Everyday isn’t Always an Opus

We have such pressure in our society to perform.  To succeed.  To excel.  Somedays this is just not possible.  We have a hard time getting out of bed.

We have a headache, an ear ache, or a stomache ache.  Or perhaps a heart ache.  Or a hemorroid.

We approach the page or the easel with discomfort.  Where is our passion?  Where is our drive? 

Sorry.  It’s impossible to be at the top of your game one hundred percent of the time.  Sometimes you just have to show up and go through the motions.

I was reading in the Observer Book of Art about the artist Marc Quinn.  He says, “I’ll have an idea live with it for quite a long time, write it, draw it, put the drawing on the wall, then make a model.  Because every project takes a different amount of time, I have lots on the go.  Some will wither and die on the vine and others will come to fruition.  It’s a completely organic process.”
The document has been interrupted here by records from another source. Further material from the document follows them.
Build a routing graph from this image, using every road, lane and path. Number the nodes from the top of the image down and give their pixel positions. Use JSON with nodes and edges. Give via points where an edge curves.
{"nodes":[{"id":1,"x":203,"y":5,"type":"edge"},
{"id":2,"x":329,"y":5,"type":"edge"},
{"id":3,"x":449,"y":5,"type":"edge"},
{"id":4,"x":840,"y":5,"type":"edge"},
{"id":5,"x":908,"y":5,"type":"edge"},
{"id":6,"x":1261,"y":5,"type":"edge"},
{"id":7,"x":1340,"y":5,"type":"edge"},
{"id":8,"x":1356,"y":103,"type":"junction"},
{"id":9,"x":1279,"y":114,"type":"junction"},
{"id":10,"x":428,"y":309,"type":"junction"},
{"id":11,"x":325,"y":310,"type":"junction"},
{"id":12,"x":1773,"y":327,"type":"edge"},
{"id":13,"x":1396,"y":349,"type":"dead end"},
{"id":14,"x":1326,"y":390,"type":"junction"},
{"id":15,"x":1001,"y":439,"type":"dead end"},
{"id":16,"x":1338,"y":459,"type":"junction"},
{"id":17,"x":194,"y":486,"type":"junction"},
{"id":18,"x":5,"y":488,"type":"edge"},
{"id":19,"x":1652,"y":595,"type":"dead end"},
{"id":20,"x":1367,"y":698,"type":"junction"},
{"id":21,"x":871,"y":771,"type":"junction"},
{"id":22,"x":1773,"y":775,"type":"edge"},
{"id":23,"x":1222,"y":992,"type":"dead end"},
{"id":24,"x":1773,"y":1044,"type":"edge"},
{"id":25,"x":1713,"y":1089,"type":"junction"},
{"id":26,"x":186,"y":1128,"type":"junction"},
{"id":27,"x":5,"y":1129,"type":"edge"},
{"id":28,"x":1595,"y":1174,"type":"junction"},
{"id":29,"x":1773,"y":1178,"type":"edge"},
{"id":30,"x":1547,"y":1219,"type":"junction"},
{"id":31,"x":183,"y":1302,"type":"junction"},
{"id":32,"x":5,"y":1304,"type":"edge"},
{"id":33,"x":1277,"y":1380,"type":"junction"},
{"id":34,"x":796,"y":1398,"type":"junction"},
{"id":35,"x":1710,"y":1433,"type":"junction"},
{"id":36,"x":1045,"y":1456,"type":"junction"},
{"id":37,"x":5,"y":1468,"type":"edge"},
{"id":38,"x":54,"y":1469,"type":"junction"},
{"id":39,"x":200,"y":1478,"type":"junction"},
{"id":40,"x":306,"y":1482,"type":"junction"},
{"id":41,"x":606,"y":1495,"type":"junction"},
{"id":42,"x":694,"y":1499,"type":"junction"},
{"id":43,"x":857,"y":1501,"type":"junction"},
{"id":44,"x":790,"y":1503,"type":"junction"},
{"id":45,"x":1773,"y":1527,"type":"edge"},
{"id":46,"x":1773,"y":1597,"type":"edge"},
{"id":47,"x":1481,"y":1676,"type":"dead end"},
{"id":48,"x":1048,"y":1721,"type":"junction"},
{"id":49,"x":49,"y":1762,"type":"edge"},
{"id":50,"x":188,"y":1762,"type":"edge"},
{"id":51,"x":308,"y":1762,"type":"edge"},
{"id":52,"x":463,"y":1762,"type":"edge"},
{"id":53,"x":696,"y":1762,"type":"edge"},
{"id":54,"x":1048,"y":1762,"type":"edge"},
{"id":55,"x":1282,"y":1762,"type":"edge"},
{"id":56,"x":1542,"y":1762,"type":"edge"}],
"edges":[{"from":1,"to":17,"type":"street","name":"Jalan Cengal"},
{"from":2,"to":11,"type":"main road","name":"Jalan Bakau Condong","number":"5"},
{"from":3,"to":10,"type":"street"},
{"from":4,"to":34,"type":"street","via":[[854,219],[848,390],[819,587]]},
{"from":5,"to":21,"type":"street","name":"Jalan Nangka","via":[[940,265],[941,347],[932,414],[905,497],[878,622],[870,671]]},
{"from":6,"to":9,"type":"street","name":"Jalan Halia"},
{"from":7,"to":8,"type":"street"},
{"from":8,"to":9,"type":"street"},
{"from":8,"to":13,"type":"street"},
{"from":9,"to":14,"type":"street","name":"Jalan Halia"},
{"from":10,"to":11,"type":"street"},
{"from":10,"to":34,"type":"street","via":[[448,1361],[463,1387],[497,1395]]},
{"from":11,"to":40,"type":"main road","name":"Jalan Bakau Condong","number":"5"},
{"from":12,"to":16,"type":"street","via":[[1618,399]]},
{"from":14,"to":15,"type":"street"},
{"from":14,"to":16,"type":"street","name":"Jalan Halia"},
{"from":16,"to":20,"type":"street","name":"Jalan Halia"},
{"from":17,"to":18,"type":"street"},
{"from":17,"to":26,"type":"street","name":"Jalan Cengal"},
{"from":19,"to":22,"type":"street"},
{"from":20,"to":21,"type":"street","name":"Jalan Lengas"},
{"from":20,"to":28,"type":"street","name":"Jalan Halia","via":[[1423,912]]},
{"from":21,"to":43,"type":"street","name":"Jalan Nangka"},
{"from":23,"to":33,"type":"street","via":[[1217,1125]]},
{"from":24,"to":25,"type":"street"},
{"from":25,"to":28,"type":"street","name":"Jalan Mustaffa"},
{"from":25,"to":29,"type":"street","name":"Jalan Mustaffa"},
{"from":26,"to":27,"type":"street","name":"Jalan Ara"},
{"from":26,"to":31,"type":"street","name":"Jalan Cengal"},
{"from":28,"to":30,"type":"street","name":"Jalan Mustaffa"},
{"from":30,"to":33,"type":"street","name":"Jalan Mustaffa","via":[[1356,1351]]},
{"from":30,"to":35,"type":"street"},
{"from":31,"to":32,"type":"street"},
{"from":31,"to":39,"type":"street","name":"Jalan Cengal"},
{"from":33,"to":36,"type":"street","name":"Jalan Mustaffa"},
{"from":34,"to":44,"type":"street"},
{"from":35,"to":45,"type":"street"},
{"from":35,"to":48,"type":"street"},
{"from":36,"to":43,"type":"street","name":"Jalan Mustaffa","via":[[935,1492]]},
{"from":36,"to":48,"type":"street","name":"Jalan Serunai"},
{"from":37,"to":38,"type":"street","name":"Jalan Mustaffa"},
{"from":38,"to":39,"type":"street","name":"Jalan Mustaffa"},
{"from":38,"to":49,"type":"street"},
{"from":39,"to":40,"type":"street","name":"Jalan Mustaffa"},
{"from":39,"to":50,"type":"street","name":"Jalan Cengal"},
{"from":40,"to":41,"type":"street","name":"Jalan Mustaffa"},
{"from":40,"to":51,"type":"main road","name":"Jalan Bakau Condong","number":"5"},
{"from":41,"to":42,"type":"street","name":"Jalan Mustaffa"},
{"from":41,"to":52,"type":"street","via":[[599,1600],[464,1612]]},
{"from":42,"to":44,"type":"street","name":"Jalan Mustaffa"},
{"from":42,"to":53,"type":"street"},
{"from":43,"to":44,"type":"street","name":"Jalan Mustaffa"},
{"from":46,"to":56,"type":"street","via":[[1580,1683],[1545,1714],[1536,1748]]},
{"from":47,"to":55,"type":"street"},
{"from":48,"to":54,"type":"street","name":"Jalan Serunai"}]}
A completely organic process.  Because we are organic beings, we have to honor the process of everyday isn’t always an opus.  Just show up everyday and do what you have to do.  Soon you will have a body of work (opus) behind you.  Some of it may even turn into a magnum (great) opus.  Some will not.  Some of it will wither and die, only to be reborn in another form.  Everything is constantly recycled.

This is how it works for me:

Blogging

Blogging is definitely showing up at the page for your scheduled writing appointment.  Some things will strike a chord in your readers and some things won’t.  Barbara Swafford has an excellent post about most bloggers being quitters.  Go and read it to find out about discipline and showing up at the page.

 Writing

Sometimes you will show up at the page and think you are writing complete shit.  And you read this supposed shit the next day and think, “Wow, this is pretty damn good!”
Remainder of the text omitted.